Principales hallazgos

Normatividad y mercados abiertos proporcionan certeza a la inversión y permiten a las pequeñas empresas competir con las grandes corporaciones.

La política energética alemana es una combinación de instrumentos basados en el mercado y normatividad. En el marco de la Ley de energía renovable (EEG), la electricidad renovable tiene garantizado el acceso a la red para proporcionar certeza a la inversión y además permite que negocios familiares y pequeñas empresas compitan con las grandes corporaciones. Las políticas permitieron a los productores de electricidad verde vender su energía a la red a la tasa establecida. Las tasas son “regresivas”, es decir se van haciendo más bajas con el tiempo reduciendo precios futuros. Con la introducción de las subastas, el gobierno alemán ha buscado nuevas vías de mantener la participación de los ciudadanos en los proyectos de energía.

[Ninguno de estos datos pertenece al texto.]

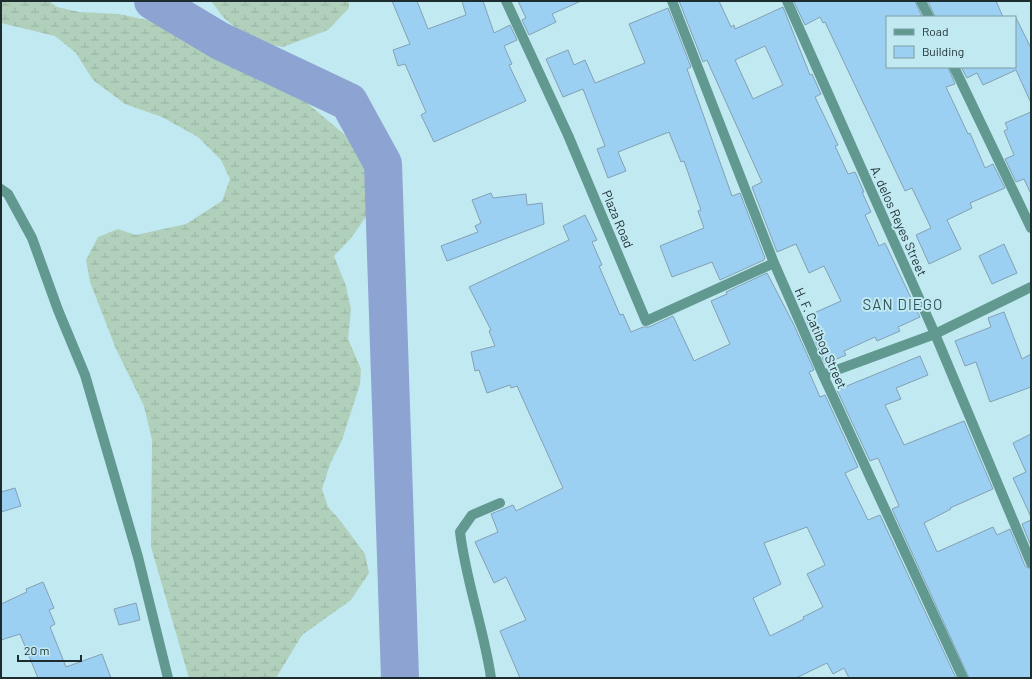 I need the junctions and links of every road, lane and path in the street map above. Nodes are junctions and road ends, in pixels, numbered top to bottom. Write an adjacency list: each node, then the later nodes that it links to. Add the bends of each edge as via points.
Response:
1 (506, 1): 9 (street, Plaza Road, via 568,135 646,321)
2 (672, 1): 9 (street, H. F. Catibog Street)
3 (787, 1): 11 (street, A. delos Reyes Street)
4 (921, 1): 5 (street)
5 (928, 16)
6 (954, 68): 8 (street)
7 (1, 189): 15 (street, via 8,194 32,238 85,375 138,557)
8 (1031, 228)
9 (774, 263): 12 (street, H. F. Catibog Street)
10 (1031, 287): 11 (street)
11 (935, 334): 12 (street); 14 (street, A. delos Reyes Street)
12 (823, 375): 17 (street, H. F. Catibog Street)
13 (500, 503): 16 (street, via 472,515 460,532 462,553)
14 (1031, 563)
15 (168, 678)
16 (491, 678)
17 (962, 678)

A diferencia del carbón y la energía nuclear, los costos de las energías renovables no están ocultos ni se trasladan a las generaciones futuras, son transparentes e inmediatos. El gobierno considera que su papel es establecer metas y políticas; el mercado decide cuánto se invierte en las energías renovables y cómo evoluciona el precio de la electricidad. Los consumidores tienen la libertad de elegir a su proveedor de energía de manera que pueden comprar electricidad más barata o cambiar a un proveedor con un portafolio 100 por ciento renovable.